What the Parents Should Do Right Now
- Maximize the super catch-up immediately. If the father is between 60 and 63, he can contribute the maximum 401(k) amount plus the super catch-up to a 401(k) in 2026. This provision is specifically designed for people in his situation. Every year he does not use it, it is gone.
- Add an IRA contribution. An IRA contribution stacks on top of the 401(k) limits, for a total tax-advantaged contribution that the IRS publishes each year. On a six-figure salary, that is aggressive but achievable.
- Do not claim Social Security before 67. With no savings buffer, locking in a permanently reduced benefit at 62 trades long-term income security for short-term convenience. The SSA’s own estimator can show the exact benefit difference for any individual. The difference in lifetime income between those three claiming ages, given no other savings, can run into hundreds of thousands of dollars.
- Cut lifestyle spending to match the savings target. A six-figure earner who maximizes 401(k) and IRA contributions is directing a large portion of gross income into savings. That requires real cuts to discretionary spending, not incremental adjustments.

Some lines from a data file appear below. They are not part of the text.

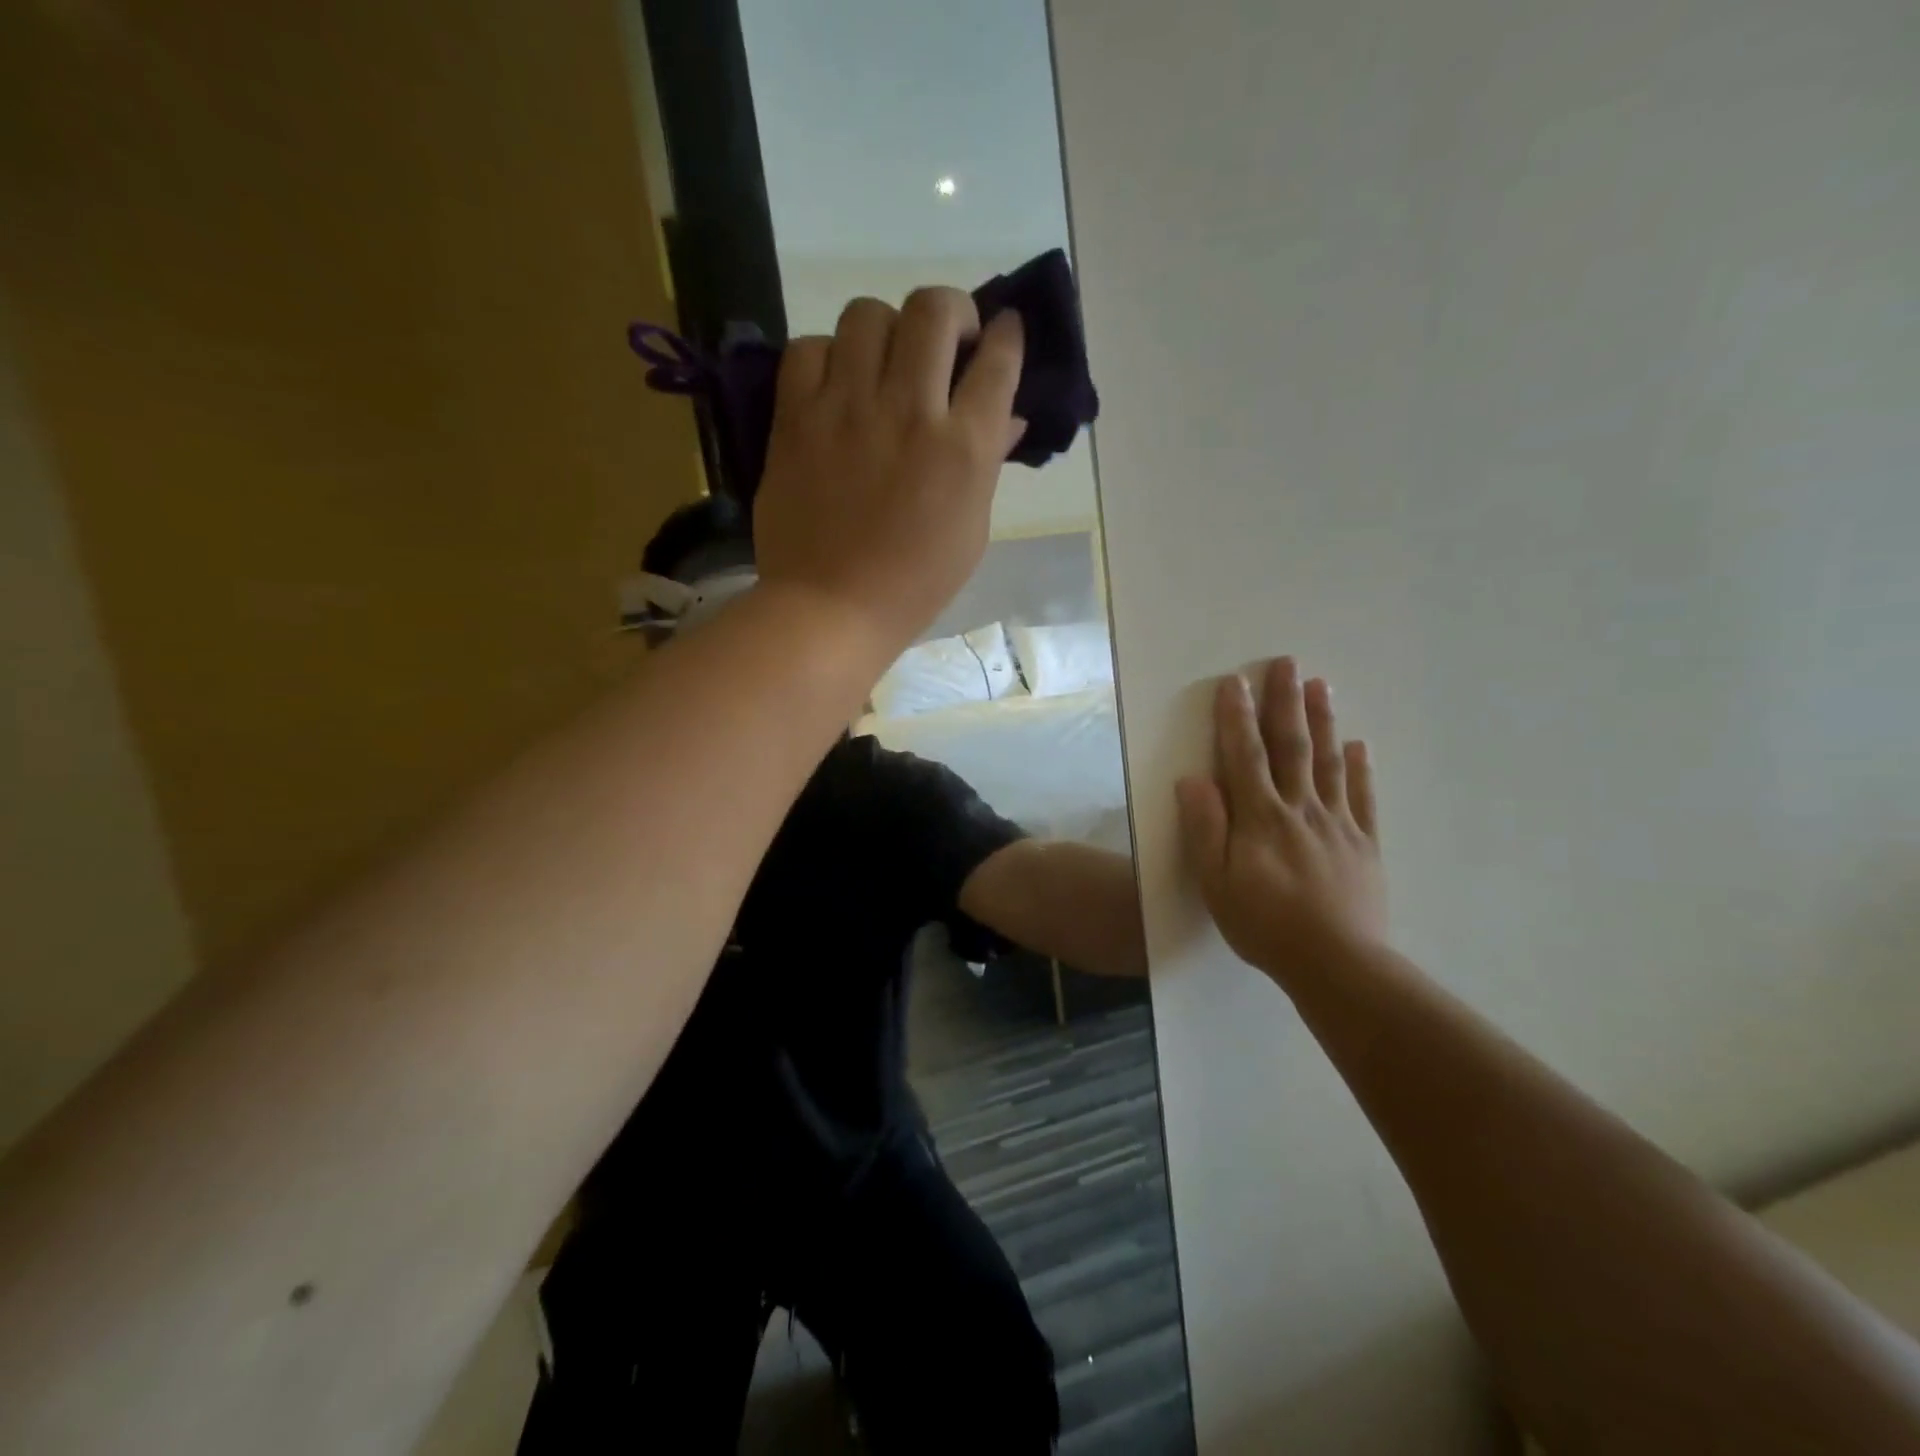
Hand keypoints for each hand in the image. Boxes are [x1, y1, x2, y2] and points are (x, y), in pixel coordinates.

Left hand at [752, 288, 1025, 657]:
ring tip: (885, 361)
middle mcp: (910, 412)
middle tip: (946, 341)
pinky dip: (827, 355)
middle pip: (934, 309)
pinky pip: (809, 348)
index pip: (998, 360)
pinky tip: (835, 385)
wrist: (831, 609)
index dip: (1007, 334)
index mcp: (964, 448)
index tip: (1003, 330)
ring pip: (869, 313)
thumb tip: (1005, 417)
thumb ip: (987, 463)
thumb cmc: (914, 583)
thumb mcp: (971, 530)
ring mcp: (848, 409)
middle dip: (952, 311)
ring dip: (887, 327)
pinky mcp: (797, 417)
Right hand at [1176, 657, 1386, 982]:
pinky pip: (1362, 798)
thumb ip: (1205, 829)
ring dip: (1322, 722)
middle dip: (1285, 703)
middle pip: (1292, 747)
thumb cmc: (1265, 924)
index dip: (1237, 718)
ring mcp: (1337, 824)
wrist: (1336, 964)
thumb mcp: (1217, 882)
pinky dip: (1360, 769)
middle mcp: (1300, 809)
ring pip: (1328, 763)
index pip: (1245, 756)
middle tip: (1286, 662)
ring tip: (1320, 685)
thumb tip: (1193, 779)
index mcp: (1261, 818)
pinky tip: (1358, 747)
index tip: (1234, 682)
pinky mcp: (1364, 844)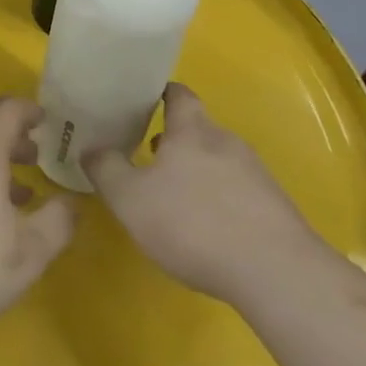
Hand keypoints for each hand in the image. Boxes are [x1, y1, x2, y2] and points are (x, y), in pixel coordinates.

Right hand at [82, 82, 319, 303]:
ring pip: (218, 162)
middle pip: (198, 130)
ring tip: (175, 198)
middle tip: (148, 157)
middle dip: (174, 141)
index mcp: (192, 130)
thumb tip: (89, 148)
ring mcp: (256, 174)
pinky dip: (220, 200)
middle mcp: (226, 142)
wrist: (276, 273)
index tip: (141, 101)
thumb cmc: (193, 224)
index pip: (178, 94)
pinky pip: (239, 192)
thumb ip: (105, 169)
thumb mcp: (130, 199)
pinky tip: (208, 229)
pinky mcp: (275, 208)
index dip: (160, 93)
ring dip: (197, 173)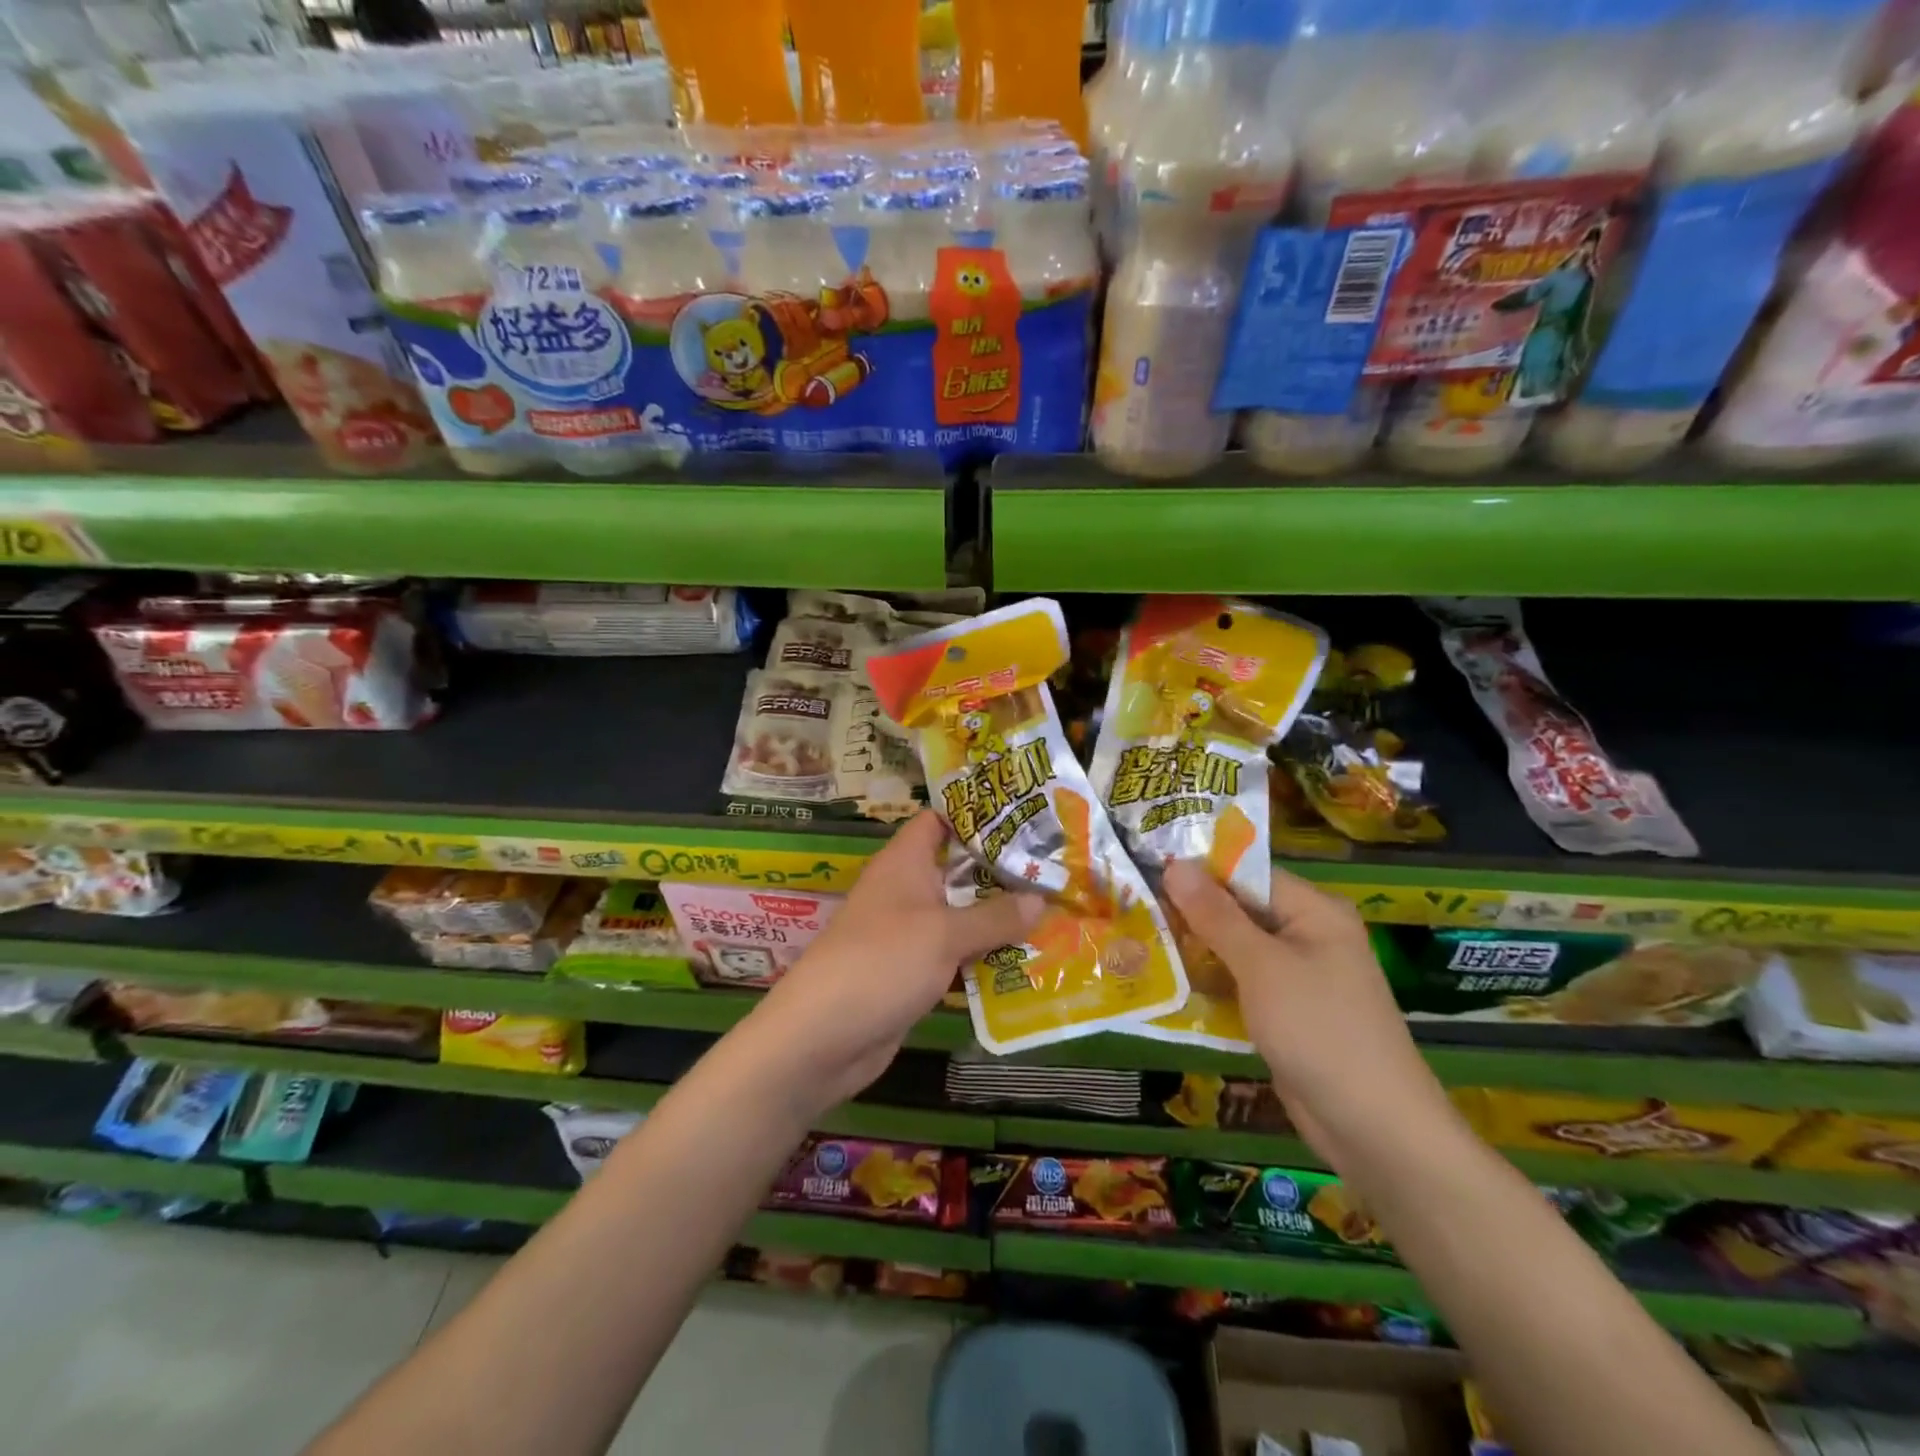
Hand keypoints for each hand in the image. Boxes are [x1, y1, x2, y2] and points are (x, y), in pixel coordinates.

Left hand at [740, 811, 1043, 1117]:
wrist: (821, 1038)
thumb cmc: (881, 963)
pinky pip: (957, 955)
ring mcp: (910, 933)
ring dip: (1000, 918)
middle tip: (1055, 870)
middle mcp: (908, 891)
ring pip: (962, 915)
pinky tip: (1029, 960)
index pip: (940, 820)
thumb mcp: (943, 934)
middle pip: (959, 869)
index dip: (977, 814)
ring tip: (1056, 912)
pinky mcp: (914, 972)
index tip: (1024, 816)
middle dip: (1003, 871)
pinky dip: (986, 957)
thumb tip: (1040, 898)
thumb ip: (994, 916)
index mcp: (905, 862)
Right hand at [1162, 861, 1456, 1172]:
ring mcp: (1298, 977)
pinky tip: (1167, 982)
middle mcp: (1308, 935)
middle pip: (1239, 910)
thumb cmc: (1319, 1030)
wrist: (1374, 1129)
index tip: (1146, 871)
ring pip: (1235, 949)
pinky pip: (1241, 983)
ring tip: (1137, 939)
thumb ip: (1216, 915)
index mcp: (1314, 911)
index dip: (1198, 871)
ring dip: (1194, 949)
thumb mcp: (1262, 966)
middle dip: (1190, 912)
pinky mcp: (1286, 1012)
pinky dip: (1210, 982)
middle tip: (1132, 907)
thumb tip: (1176, 866)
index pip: (1247, 874)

Housing costs, dining, travel, and subscriptions are the categories where high earners typically have the most room to reduce.
- Use the SSA’s online estimator at SSA.gov to model actual benefit amounts at 62, 67, and 70 based on the father’s real earnings history. The difference in lifetime income between those three scenarios, given no other savings, can run into hundreds of thousands of dollars over a retirement spanning decades.
Ramsey was right that B owes her parents nothing. But the parents still have the tools to avoid needing her help, if they use the next five years with discipline.